Work item -
Would you please repeat all of the data exactly, omitting the pictures?

Task inputs -
==========
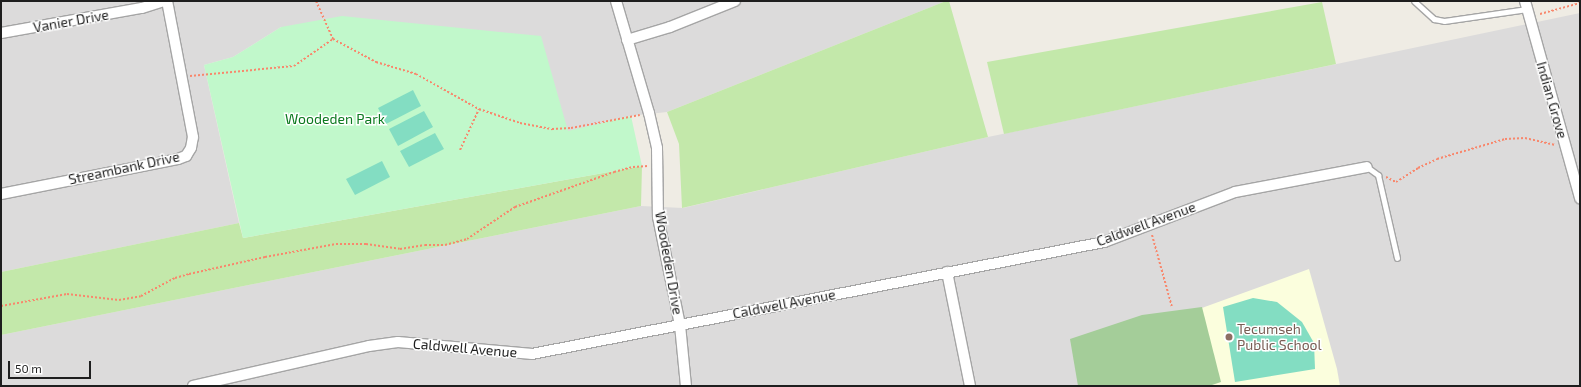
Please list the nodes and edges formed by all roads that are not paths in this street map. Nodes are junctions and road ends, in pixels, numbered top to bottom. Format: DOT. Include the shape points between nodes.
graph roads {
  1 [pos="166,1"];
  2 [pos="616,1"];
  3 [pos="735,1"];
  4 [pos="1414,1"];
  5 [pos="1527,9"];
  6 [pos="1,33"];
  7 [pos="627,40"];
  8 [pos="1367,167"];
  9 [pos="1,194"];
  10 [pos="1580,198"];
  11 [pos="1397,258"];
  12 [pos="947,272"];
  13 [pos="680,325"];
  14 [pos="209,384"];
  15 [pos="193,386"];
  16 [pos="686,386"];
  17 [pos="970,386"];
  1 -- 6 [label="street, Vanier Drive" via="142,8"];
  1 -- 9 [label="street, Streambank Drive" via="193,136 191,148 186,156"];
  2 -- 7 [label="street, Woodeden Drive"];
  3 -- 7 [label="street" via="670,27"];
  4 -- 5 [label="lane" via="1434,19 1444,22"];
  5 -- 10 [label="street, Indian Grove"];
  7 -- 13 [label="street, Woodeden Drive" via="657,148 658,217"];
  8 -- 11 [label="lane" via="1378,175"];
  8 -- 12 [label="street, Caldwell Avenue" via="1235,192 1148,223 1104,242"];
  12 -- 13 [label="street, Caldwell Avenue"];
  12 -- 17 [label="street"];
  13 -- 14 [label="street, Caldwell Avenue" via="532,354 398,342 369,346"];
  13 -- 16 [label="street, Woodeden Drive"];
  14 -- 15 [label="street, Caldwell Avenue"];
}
==========
Response to the task -
Please list the nodes and edges formed by all roads that are not paths in this street map. Nodes are junctions and road ends, in pixels, numbered top to bottom. Format: DOT. Include the shape points between nodes.
graph roads {
  1 [pos="166,1"];
  2 [pos="616,1"];
  3 [pos="735,1"];
  4 [pos="1414,1"];
  5 [pos="1527,9"];
  6 [pos="1,33"];
  7 [pos="627,40"];
  8 [pos="1367,167"];
  9 [pos="1,194"];
  10 [pos="1580,198"];
  11 [pos="1397,258"];
  12 [pos="947,272"];
  13 [pos="680,325"];
  14 [pos="209,384"];
  15 [pos="193,386"];
  16 [pos="686,386"];
  17 [pos="970,386"];
  1 -- 6 [label="street, Vanier Drive" via="142,8"];
  1 -- 9 [label="street, Streambank Drive" via="193,136 191,148 186,156"];
  2 -- 7 [label="street, Woodeden Drive"];
  3 -- 7 [label="street" via="670,27"];
  4 -- 5 [label="lane" via="1434,19 1444,22"];
  5 -- 10 [label="street, Indian Grove"];
  7 -- 13 [label="street, Woodeden Drive" via="657,148 658,217"];
  8 -- 11 [label="lane" via="1378,175"];
  8 -- 12 [label="street, Caldwell Avenue" via="1235,192 1148,223 1104,242"];
  12 -- 13 [label="street, Caldwell Avenue"];
  12 -- 17 [label="street"];
  13 -- 14 [label="street, Caldwell Avenue" via="532,354 398,342 369,346"];
  13 -- 16 [label="street, Woodeden Drive"];
  14 -- 15 [label="street, Caldwell Avenue"];
}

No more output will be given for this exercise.